Reproduce the material that follows, keeping every line exactly as it is.

BEGIN Data provided

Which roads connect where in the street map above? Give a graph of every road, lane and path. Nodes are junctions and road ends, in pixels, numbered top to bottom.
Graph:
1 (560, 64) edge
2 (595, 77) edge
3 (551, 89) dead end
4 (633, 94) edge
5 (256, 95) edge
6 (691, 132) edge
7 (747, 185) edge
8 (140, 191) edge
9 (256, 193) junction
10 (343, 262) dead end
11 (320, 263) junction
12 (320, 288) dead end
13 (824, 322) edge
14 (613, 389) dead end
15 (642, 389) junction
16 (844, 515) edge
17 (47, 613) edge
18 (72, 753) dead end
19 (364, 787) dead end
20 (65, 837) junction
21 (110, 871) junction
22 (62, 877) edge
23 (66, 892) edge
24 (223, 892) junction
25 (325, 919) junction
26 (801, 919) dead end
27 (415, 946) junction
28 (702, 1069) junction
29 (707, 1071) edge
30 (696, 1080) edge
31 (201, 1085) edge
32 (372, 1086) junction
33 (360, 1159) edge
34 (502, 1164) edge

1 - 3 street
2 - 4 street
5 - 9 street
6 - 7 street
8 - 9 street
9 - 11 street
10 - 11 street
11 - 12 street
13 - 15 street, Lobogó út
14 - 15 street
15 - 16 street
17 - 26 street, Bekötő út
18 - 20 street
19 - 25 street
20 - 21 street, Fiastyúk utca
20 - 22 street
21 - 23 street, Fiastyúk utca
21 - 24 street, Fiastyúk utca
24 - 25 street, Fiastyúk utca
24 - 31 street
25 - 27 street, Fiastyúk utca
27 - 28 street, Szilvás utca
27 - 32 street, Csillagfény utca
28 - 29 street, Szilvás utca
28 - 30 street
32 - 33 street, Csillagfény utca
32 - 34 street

END Data provided

§ **Solution for this task**
Which roads connect where in the street map above? Give a graph of every road, lane and path. Nodes are junctions and road ends, in pixels, numbered top to bottom.
Graph:
1 (560, 64) edge
2 (595, 77) edge
3 (551, 89) dead end
4 (633, 94) edge
5 (256, 95) edge
6 (691, 132) edge
7 (747, 185) edge
8 (140, 191) edge
9 (256, 193) junction
10 (343, 262) dead end
11 (320, 263) junction
12 (320, 288) dead end
13 (824, 322) edge
14 (613, 389) dead end
15 (642, 389) junction
16 (844, 515) edge
17 (47, 613) edge
18 (72, 753) dead end
19 (364, 787) dead end
20 (65, 837) junction
21 (110, 871) junction
22 (62, 877) edge
23 (66, 892) edge
24 (223, 892) junction
25 (325, 919) junction
26 (801, 919) dead end
27 (415, 946) junction
28 (702, 1069) junction
29 (707, 1071) edge
30 (696, 1080) edge
31 (201, 1085) edge
32 (372, 1086) junction
33 (360, 1159) edge
34 (502, 1164) edge

1 - 3 street
2 - 4 street
5 - 9 street
6 - 7 street
8 - 9 street
9 - 11 street
10 - 11 street
11 - 12 street
13 - 15 street, Lobogó út
14 - 15 street
15 - 16 street
17 - 26 street, Bekötő út
18 - 20 street
19 - 25 street
20 - 21 street, Fiastyúk utca
20 - 22 street
21 - 23 street, Fiastyúk utca
21 - 24 street, Fiastyúk utca
24 - 25 street, Fiastyúk utca
24 - 31 street
25 - 27 street, Fiastyúk utca
27 - 28 street, Szilvás utca
27 - 32 street, Csillagfény utca
28 - 29 street, Szilvás utca
28 - 30 street
32 - 33 street, Csillagfény utca
32 - 34 street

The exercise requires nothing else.